Regarding special remedies or penalties for violating the equal pay principles, the employment regulation allows employees to file a special charge before the Ministry of Labour or the courts, based on pay or compensation discrimination. If the unequal pay is proven to provoke the demotivation or resignation of the employee, this would constitute grounds for labour harassment claims. In addition, and even though the employment regulation does not establish a particular remedy for violation of the “equal pay remuneration for work of equal value” principle, through individual complaints before the Courts or even the Ministry of Labour, or by the collective bargaining process, employees could compel the employer to act in accordance with the equal pay principle.

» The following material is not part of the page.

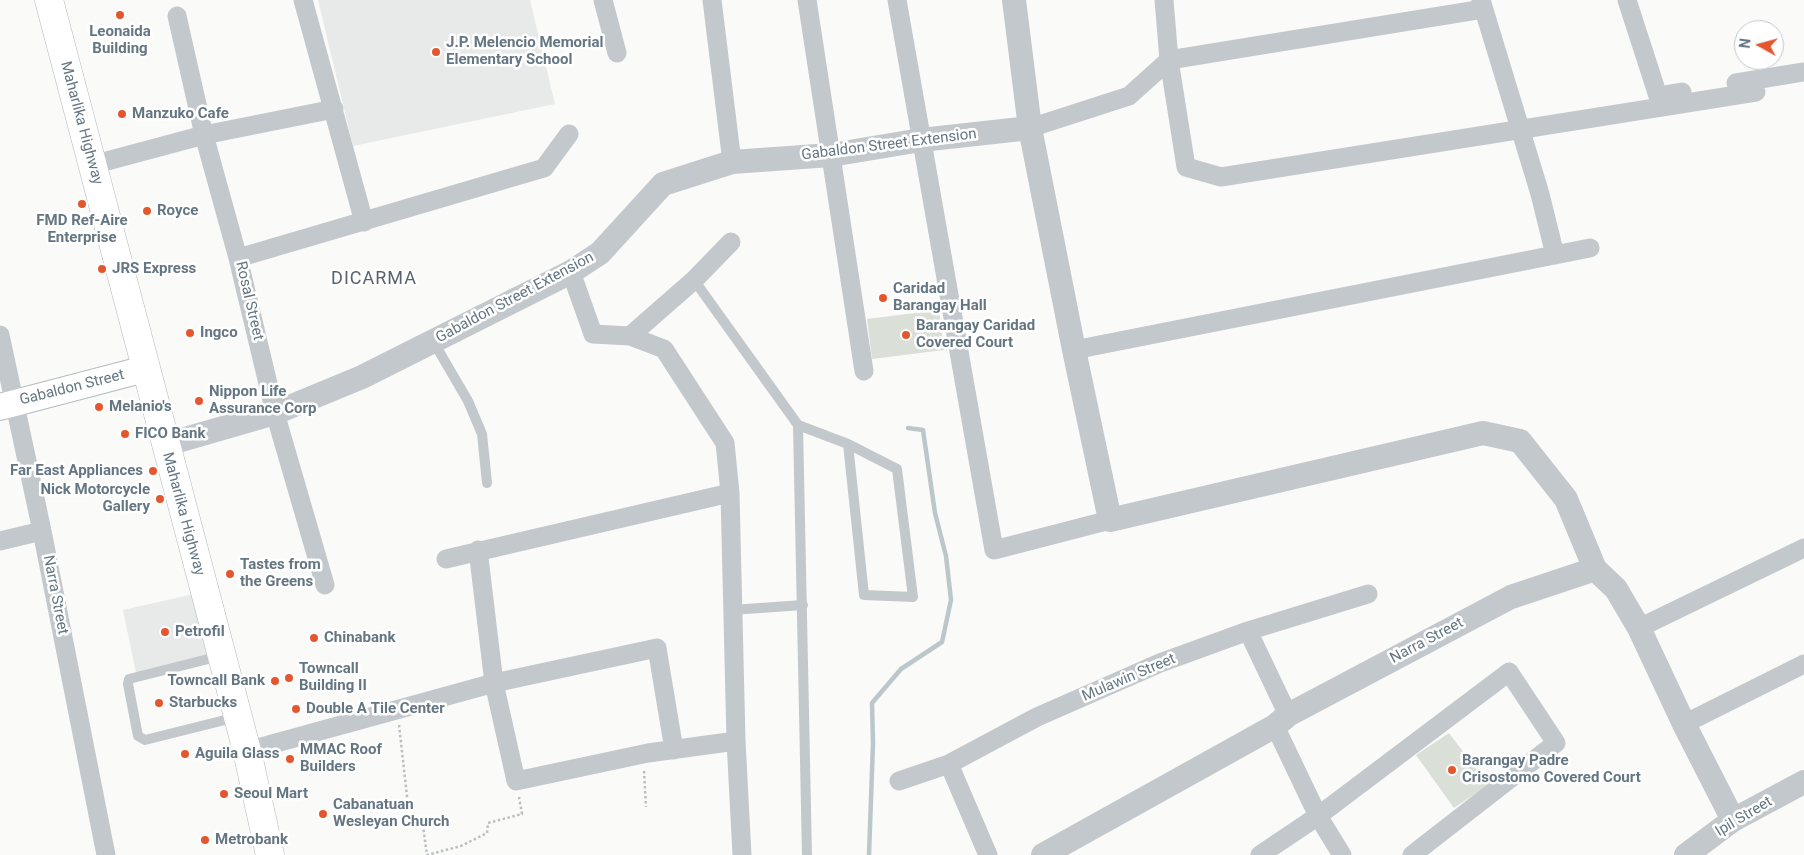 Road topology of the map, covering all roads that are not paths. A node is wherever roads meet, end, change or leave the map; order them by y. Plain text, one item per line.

Moreover, if the employee could claim and prove a breach of obligation by the employer regarding the record keeping before the Ministry of Labour, the employer might be fined up to 150 monthly minimum wages.
Finally, regarding special penalties for violating the equal pay regulation, the Colombian Criminal Code was modified to include the arbitrary limitation of any right based on racism or discrimination, as a new crime through Law 1482 of 2011, punishable by imprisonment for a term between 12 to 36 months, and a fine between 10 to 15 monthly minimum wages.
Despite the lack of a reporting obligation for employers, as well as the fact that most of the salary clauses are protected under confidentiality agreements, a strong judicial precedent relating to equal pay claims has been established by the Supreme Court of Justice. According to the Court, the grounds to assign different salaries to employees in the same position should be based on the quality of the work, rather than on merely academic degrees or job seniority. Once the existence of work of equal value is evidenced in a claim, the employer must credit the existence of objective factors to justify payment differences. Furthermore, the equal pay principle could be protected through constitutional actions, as a transitory measure (called in Spanish “acciones de tutela”), and collective agreements.
As mentioned before, every employer should keep employee records specially made for gender equality purposes, and present them to the Inspector of the Ministry of Labour for assessment in the course of carrying out gender audit services, along with evidence of every practice or procedure implemented in order to guarantee equal pay. However, there is no obligation to periodically share this information with the authorities.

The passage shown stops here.